Unveiled on August 31, 2011 at Sony’s press conference in conjunction with IFA in Berlin, Germany and scheduled for release in October, it was released in October 2011. The device's primary improvements over its predecessor are a 1.4 GHz Scorpion Snapdragon CPU and 14.4Mbit/s HSDPA, compared to the same model at 1.0 GHz and 7.2Mbit/s HSDPA in the Arc. Aside from the CPU speed upgrade and HSDPA speed upgrade, additional hardware remains unchanged.
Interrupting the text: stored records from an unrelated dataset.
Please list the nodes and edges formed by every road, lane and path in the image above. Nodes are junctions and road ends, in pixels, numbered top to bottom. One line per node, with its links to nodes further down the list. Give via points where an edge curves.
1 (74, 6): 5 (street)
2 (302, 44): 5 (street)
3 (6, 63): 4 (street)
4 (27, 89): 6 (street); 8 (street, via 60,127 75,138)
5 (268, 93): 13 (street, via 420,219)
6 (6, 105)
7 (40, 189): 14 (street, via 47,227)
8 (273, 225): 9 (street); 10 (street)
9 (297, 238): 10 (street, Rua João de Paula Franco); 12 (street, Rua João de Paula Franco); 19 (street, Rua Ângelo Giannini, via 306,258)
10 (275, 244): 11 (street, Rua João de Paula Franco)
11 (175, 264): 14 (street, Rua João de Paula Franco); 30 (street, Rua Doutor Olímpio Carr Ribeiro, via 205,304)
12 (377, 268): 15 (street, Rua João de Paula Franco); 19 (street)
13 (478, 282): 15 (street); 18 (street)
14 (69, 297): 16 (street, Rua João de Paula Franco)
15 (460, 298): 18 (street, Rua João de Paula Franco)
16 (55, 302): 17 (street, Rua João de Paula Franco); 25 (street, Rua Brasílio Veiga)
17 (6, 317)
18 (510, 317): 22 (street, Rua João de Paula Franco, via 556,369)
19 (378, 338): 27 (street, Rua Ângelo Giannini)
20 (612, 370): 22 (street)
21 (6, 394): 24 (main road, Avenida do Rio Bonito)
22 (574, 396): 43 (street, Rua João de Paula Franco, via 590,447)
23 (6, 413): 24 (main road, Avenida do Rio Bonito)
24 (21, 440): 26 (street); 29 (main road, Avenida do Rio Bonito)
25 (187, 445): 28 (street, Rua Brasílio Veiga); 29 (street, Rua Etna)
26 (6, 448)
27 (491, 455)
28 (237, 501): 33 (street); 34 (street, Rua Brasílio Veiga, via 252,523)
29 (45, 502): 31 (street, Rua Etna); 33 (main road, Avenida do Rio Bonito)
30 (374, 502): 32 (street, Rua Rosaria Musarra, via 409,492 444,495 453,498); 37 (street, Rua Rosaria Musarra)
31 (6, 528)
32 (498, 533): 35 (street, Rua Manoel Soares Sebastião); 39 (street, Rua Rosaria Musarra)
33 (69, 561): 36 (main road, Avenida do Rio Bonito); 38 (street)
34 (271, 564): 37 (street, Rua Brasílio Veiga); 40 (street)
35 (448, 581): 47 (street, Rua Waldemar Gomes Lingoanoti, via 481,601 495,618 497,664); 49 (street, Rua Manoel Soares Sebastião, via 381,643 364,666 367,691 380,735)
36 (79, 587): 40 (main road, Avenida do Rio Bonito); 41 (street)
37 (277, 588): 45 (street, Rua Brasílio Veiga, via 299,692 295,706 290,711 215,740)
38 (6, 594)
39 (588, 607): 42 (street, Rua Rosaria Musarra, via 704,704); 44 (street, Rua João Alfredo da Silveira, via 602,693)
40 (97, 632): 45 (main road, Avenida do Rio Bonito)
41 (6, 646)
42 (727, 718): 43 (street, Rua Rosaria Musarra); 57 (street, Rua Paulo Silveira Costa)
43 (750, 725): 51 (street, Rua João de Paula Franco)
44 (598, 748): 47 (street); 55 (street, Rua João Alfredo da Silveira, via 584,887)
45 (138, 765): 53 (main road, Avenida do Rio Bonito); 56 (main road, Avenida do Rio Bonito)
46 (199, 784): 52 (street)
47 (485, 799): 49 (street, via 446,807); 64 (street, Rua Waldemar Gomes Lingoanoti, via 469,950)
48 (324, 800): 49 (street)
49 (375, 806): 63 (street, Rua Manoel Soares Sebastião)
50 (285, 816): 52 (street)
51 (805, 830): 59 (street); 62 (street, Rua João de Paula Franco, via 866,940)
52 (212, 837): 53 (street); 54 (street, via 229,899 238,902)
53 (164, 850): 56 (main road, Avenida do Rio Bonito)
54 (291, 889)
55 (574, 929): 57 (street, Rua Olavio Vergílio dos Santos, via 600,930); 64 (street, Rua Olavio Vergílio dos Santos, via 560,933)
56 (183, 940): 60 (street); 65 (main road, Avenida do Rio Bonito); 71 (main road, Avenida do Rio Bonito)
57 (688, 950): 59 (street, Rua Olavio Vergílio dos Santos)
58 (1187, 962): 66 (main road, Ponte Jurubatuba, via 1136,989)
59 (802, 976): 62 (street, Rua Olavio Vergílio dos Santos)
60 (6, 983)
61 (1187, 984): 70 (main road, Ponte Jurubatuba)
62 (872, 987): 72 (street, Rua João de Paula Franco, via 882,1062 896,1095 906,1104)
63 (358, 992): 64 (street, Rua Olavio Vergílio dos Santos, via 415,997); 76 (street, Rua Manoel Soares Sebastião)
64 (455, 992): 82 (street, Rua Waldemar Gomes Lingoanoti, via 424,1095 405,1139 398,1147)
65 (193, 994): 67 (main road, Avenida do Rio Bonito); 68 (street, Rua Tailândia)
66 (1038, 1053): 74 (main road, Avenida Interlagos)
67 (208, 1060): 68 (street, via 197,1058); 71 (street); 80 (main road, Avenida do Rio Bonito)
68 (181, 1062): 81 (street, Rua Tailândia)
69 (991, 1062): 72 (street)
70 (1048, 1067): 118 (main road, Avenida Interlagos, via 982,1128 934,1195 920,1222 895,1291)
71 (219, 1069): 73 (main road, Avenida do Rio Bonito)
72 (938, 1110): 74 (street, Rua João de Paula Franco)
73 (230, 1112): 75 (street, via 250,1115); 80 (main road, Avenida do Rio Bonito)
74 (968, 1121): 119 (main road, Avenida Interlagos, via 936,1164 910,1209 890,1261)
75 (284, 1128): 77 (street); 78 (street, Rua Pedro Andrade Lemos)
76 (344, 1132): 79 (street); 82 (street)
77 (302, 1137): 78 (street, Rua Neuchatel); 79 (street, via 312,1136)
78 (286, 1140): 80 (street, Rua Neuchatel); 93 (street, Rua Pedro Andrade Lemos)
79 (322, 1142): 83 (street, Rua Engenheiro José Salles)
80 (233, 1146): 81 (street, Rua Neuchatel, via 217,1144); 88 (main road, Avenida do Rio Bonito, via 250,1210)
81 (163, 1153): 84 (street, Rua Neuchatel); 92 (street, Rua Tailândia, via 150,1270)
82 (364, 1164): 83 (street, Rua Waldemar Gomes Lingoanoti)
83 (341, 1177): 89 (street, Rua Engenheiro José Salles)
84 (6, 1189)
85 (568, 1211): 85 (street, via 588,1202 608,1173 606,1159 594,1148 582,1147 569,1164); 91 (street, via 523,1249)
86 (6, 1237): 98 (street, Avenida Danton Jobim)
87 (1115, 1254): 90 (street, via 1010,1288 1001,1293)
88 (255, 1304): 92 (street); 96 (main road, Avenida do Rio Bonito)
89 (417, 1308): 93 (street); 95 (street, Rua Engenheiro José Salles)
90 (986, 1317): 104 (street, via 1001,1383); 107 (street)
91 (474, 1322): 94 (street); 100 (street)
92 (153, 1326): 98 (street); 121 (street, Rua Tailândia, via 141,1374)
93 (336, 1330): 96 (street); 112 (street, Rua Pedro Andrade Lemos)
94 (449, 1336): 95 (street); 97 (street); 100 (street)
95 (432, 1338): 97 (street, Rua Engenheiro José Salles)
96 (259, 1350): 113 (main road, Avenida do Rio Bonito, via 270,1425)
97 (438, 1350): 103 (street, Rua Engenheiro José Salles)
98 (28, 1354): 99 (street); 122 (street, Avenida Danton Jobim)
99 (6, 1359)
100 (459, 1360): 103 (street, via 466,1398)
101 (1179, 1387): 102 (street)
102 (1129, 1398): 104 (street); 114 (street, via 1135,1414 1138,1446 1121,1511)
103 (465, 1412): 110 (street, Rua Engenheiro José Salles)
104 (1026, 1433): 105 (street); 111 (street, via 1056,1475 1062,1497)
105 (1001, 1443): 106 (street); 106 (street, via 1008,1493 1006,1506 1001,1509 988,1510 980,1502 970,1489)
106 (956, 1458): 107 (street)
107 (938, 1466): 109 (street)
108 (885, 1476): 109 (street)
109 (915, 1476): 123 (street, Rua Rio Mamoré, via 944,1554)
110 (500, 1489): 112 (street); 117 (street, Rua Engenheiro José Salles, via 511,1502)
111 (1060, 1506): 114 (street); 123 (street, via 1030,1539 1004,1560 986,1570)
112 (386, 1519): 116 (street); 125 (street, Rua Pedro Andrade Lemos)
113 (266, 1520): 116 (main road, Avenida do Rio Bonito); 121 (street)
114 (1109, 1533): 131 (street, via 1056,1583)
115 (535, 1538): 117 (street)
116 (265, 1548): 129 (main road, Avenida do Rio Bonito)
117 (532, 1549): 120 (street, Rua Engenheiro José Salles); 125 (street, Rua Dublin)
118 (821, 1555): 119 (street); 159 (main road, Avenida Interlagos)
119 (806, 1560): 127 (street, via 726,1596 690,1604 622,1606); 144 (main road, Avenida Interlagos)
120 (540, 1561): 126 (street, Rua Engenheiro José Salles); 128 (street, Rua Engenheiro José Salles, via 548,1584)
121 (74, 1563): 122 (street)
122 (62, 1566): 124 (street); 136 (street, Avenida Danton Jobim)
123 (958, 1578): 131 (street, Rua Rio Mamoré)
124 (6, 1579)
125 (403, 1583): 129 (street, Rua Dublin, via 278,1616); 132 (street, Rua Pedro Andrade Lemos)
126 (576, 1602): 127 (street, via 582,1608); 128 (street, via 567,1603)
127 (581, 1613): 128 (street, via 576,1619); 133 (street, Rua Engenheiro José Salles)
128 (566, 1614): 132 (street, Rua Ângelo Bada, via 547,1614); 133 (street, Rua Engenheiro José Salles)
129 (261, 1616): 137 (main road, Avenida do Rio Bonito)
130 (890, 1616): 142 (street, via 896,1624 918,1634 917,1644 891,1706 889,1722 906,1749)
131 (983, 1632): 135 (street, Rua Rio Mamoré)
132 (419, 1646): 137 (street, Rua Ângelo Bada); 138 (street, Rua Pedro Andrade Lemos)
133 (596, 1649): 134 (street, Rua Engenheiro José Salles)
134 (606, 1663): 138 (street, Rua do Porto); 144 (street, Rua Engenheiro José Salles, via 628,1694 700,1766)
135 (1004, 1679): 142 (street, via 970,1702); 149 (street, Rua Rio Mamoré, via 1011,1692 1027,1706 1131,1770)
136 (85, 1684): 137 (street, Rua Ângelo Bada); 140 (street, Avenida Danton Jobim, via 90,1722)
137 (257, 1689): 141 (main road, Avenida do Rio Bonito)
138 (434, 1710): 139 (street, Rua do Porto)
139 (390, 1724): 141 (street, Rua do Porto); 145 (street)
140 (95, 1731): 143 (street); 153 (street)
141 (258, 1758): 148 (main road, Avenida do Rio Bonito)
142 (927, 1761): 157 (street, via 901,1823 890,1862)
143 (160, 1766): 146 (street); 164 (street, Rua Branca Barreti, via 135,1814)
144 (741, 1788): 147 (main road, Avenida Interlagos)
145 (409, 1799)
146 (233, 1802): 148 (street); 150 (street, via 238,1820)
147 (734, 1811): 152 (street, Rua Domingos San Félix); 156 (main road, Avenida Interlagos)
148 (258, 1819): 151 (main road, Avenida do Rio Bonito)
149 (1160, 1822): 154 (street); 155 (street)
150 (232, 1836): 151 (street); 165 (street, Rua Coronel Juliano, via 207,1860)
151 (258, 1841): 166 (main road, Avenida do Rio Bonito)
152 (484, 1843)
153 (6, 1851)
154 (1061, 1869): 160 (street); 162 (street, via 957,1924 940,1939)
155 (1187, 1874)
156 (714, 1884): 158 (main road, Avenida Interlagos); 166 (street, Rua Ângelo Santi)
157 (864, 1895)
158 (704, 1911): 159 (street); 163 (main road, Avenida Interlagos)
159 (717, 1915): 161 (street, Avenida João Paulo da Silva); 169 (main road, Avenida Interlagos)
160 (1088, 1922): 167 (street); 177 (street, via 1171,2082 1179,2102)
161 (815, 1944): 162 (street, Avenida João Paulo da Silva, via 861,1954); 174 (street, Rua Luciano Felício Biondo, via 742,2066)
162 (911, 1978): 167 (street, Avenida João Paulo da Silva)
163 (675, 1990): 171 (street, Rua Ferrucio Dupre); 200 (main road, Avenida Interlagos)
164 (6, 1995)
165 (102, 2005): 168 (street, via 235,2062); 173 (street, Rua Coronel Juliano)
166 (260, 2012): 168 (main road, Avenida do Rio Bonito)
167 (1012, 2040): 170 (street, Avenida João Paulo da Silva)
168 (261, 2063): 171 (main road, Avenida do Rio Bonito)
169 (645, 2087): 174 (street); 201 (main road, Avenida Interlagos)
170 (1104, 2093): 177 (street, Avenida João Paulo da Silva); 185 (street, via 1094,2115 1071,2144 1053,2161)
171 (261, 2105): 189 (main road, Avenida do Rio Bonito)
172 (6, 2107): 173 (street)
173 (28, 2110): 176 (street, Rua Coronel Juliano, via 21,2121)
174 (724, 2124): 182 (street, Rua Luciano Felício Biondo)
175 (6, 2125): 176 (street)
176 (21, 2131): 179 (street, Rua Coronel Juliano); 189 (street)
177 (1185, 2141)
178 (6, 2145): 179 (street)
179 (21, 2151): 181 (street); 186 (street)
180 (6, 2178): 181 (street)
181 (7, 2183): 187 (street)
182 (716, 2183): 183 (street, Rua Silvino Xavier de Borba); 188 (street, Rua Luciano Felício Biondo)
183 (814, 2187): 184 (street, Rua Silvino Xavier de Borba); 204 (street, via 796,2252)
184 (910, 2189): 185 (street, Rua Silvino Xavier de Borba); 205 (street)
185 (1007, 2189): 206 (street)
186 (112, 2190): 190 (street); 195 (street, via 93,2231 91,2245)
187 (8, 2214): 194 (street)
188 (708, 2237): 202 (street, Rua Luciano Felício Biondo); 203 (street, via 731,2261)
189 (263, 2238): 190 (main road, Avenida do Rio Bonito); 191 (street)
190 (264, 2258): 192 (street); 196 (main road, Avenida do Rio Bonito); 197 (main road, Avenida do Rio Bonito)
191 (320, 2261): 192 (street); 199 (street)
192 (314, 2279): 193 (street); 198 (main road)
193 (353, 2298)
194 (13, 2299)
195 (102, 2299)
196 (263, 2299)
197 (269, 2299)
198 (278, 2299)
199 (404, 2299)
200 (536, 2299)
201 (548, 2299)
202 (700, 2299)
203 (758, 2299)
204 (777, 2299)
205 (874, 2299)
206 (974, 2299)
The Xperia arc S, along the Xperia Mini Pro, would not be receiving an Android 4.1 Jelly Bean update, as Sony Mobile Communications officially confirmed via their Facebook page on July 26, 2012. However, this statement was then retracted and Sony has issued a new statement stating they are investigating the possibility of software upgrades for the two devices. However, as of December 2015, the upgrade has not materialised.

Hardware 
The Arc S features a capacitive touchscreen display of 4.2 inches and is equipped with an 8.1-megapixel camera with Exmor R for low-light capture. The camera supports 720p high definition video.

The device ships with an 8 GB microSD card for user storage and is expandable up to 32 GB (SDHC) or 64 GB (SDXC).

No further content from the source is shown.